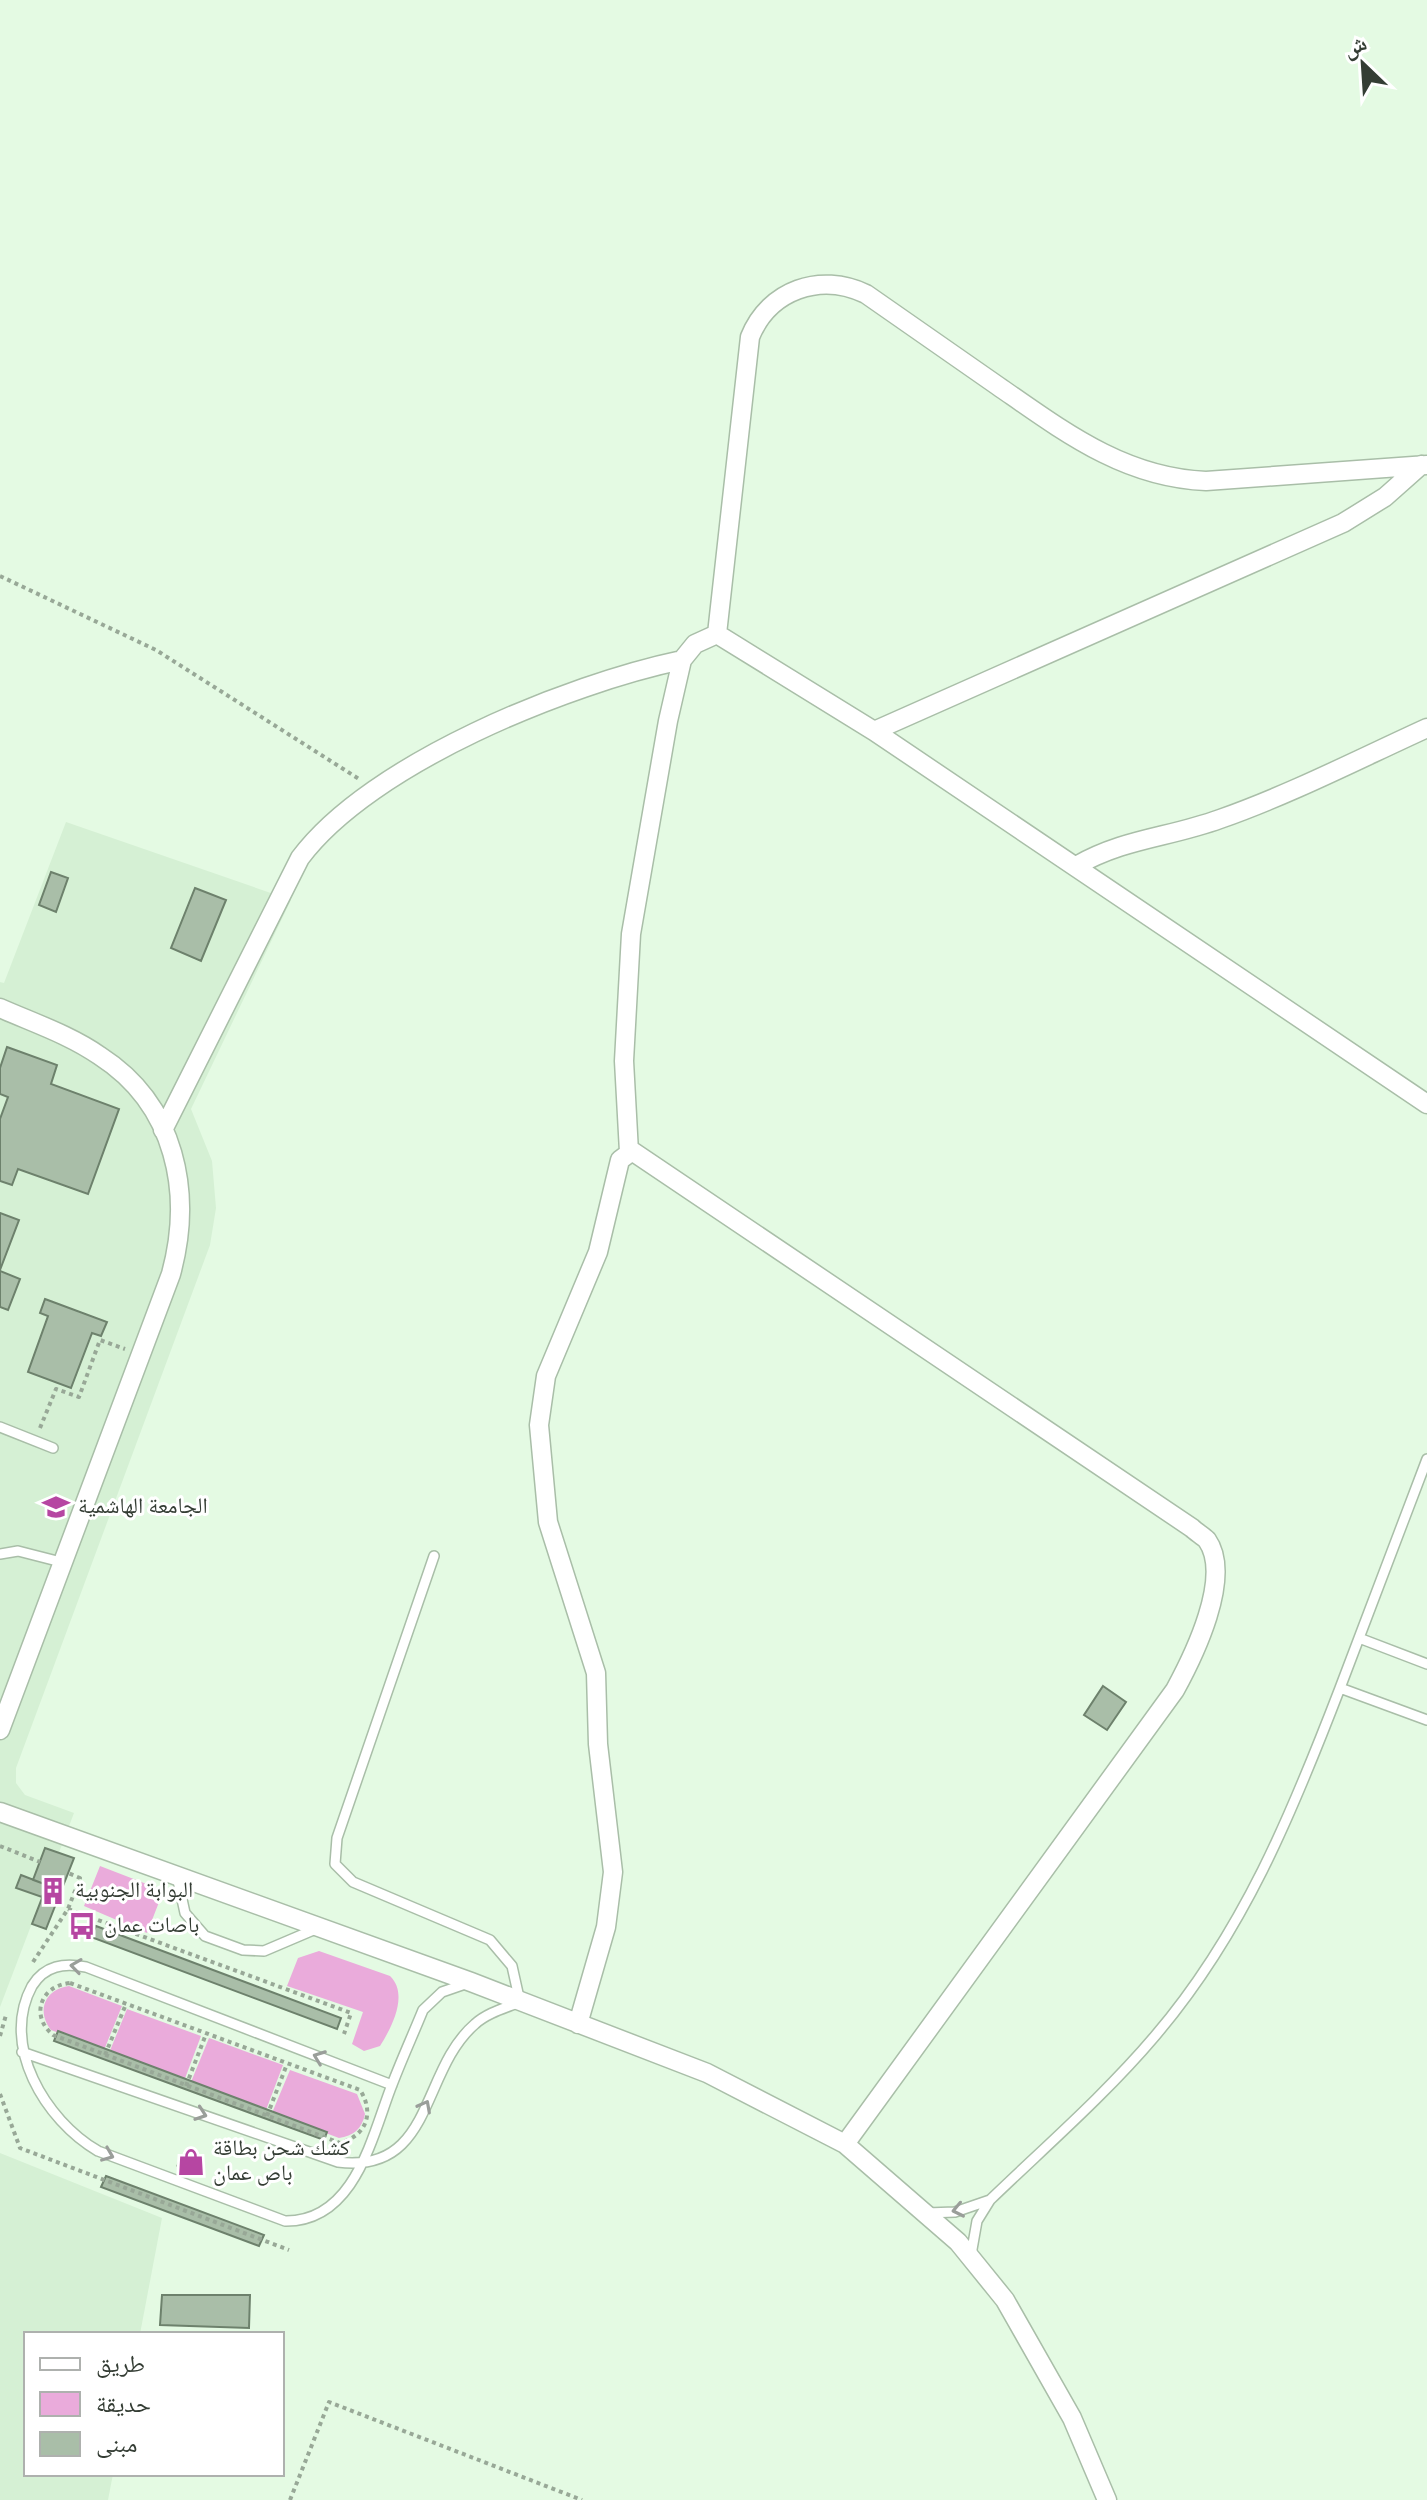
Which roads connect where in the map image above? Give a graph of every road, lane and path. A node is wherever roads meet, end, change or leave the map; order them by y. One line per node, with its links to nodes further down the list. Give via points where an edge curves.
1 (1424, 465): 3 (street, via 1206,481 1147,473 1062,430 866,294 841,284 809,286 766,308 750,337); 6 (street, via 1343,523)
2 (0, 576): 7 (path, via 156,650)
3 (717, 634): 4 (street, via 695,644); 6 (street)
4 (682, 660): 7 (street, via 548,702 431,757); 12 (street, via 631,934 624,1061)
5 (1427, 728): 8 (street, via 1246,809 1115,846)
6 (874, 731): 8 (street)
7 (376, 790): 11 (street, via 317,835 300,858)
8 (1076, 866): 10 (street)
9 (0, 1008): 11 (street, via 101,1056 148,1101)
10 (1427, 1104)
11 (163, 1130): 20 (street, via 181,1192 178,1248)
12 (629, 1152): 38 (street, via 620,1160 598,1252 546,1376 539,1425 548,1522 593,1654 613,1872 606,1927); 49 (street, via 658,1165 1192,1528 1207,1540 1212,1557 1209,1611 1175,1690)
13 (127, 1350): 15 (path, via 100,1340 79,1397 56,1389)
14 (0, 1427): 15 (lane)
15 (35, 1441): 16 (lane)
16 (53, 1448)
17 (1427, 1459): 21 (lane)
18 (0, 1554): 20 (lane, via 18,1551)
19 (434, 1556): 35 (lane, via 337,1838 335,1864 353,1882 490,1940 512,1966)
20 (61, 1562): 25 (street)
21 (1359, 1638): 22 (lane); 23 (lane)
22 (1427, 1664)
23 (1340, 1688): 24 (lane); 51 (lane, via 1285,1829 1218,1951 1119,2076)
24 (1427, 1720)
25 (0, 1730)
26 (0, 1812): 30 (street)
27 (0, 1846): 28 (path)
28 (40, 1862)
29 (68, 1873): 31 (path, via 80,1878)
30 (177, 1876): 32 (street); 32 (lane, via 190,1922 205,1936 264,1951)
31 (68, 1909): 33 (path); 40 (path, via 351,2013)
32 (319, 1928): 34 (street)
33 (30, 1967)
34 (471, 1982): 35 (street); 45 (lane, via 442,1992 423,2010)
35 (520, 2002): 38 (street); 50 (lane, one-way to 35, via 388,2157 407,2140 475,2023)
36 (126, 2004): 39 (path); 43 (path); 43 (path, via 70,1983 46,1993 41,2001 42,2021 53,2035)
37 (10, 2006): 41 (path)
38 (578, 2024): 49 (street, via 707,2073)
39 (206, 2034): 44 (path); 46 (path)
40 (344, 2034)
41 (0, 2036)
42 (22, 2052): 45 (lane, one-way to 42, via 68,1964 36,1979 27,1995 18,2032); 50 (lane, one-way to 50, via 338,2162); 50 (lane, one-way to 50, via 49,2106 75,2138 285,2221 301,2222 331,2206)
43 (105, 2055): 46 (path)
44 (287, 2064): 48 (path); 48 (path, via 360,2090 368,2107 366,2124 340,2143)
45 (392, 2085): 50 (lane)
46 (186, 2086): 48 (path)
47 (0, 2094): 53 (path, via 20,2148)
48 (267, 2116)
49 (845, 2144): 52 (street)
50 (362, 2165)
51 (990, 2200): 52 (lane, one-way to 52, via 955,2212); 54 (lane, via 977,2221)
52 (925, 2213): 54 (street)
53 (289, 2250)
54 (971, 2258): 57 (street, via 1046,2366)
55 (290, 2500): 56 (path, via 329,2402)
56 (582, 2500)
57 (1107, 2500)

**PROMPT**
Your reply should hold every line of the material, unaltered, and not one picture.

**EXERCISE ANSWER**
Which roads connect where in the map image above? Give a graph of every road, lane and path. A node is wherever roads meet, end, change or leave the map; order them by y. One line per node, with its links to nodes further down the list. Give via points where an edge curves.
1 (1424, 465): 3 (street, via 1206,481 1147,473 1062,430 866,294 841,284 809,286 766,308 750,337); 6 (street, via 1343,523)
2 (0, 576): 7 (path, via 156,650)
3 (717, 634): 4 (street, via 695,644); 6 (street)
4 (682, 660): 7 (street, via 548,702 431,757); 12 (street, via 631,934 624,1061)
5 (1427, 728): 8 (street, via 1246,809 1115,846)
6 (874, 731): 8 (street)
7 (376, 790): 11 (street, via 317,835 300,858)
8 (1076, 866): 10 (street)
9 (0, 1008): 11 (street, via 101,1056 148,1101)
10 (1427, 1104)
11 (163, 1130): 20 (street, via 181,1192 178,1248)
12 (629, 1152): 38 (street, via 620,1160 598,1252 546,1376 539,1425 548,1522 593,1654 613,1872 606,1927); 49 (street, via 658,1165 1192,1528 1207,1540 1212,1557 1209,1611 1175,1690)
13 (127, 1350): 15 (path, via 100,1340 79,1397 56,1389)
14 (0, 1427): 15 (lane)
15 (35, 1441): 16 (lane)
16 (53, 1448)
17 (1427, 1459): 21 (lane)
18 (0, 1554): 20 (lane, via 18,1551)
19 (434, 1556): 35 (lane, via 337,1838 335,1864 353,1882 490,1940 512,1966)
20 (61, 1562): 25 (street)
21 (1359, 1638): 22 (lane); 23 (lane)
22 (1427, 1664)
23 (1340, 1688): 24 (lane); 51 (lane, via 1285,1829 1218,1951 1119,2076)
24 (1427, 1720)
25 (0, 1730)
26 (0, 1812): 30 (street)
27 (0, 1846): 28 (path)
28 (40, 1862)
29 (68, 1873): 31 (path, via 80,1878)
30 (177, 1876): 32 (street); 32 (lane, via 190,1922 205,1936 264,1951)
31 (68, 1909): 33 (path); 40 (path, via 351,2013)
32 (319, 1928): 34 (street)
33 (30, 1967)
34 (471, 1982): 35 (street); 45 (lane, via 442,1992 423,2010)
35 (520, 2002): 38 (street); 50 (lane, one-way to 35, via 388,2157 407,2140 475,2023)
36 (126, 2004): 39 (path); 43 (path); 43 (path, via 70,1983 46,1993 41,2001 42,2021 53,2035)
37 (10, 2006): 41 (path)
38 (578, 2024): 49 (street, via 707,2073)
39 (206, 2034): 44 (path); 46 (path)
40 (344, 2034)
41 (0, 2036)
42 (22, 2052): 45 (lane, one-way to 42, via 68,1964 36,1979 27,1995 18,2032); 50 (lane, one-way to 50, via 338,2162); 50 (lane, one-way to 50, via 49,2106 75,2138 285,2221 301,2222 331,2206)
43 (105, 2055): 46 (path)
44 (287, 2064): 48 (path); 48 (path, via 360,2090 368,2107 366,2124 340,2143)
45 (392, 2085): 50 (lane)
46 (186, 2086): 48 (path)
47 (0, 2094): 53 (path, via 20,2148)
48 (267, 2116)
49 (845, 2144): 52 (street)
50 (362, 2165)
51 (990, 2200): 52 (lane, one-way to 52, via 955,2212); 54 (lane, via 977,2221)
52 (925, 2213): 54 (street)
53 (289, 2250)
54 (971, 2258): 57 (street, via 1046,2366)
55 (290, 2500): 56 (path, via 329,2402)
56 (582, 2500)
57 (1107, 2500)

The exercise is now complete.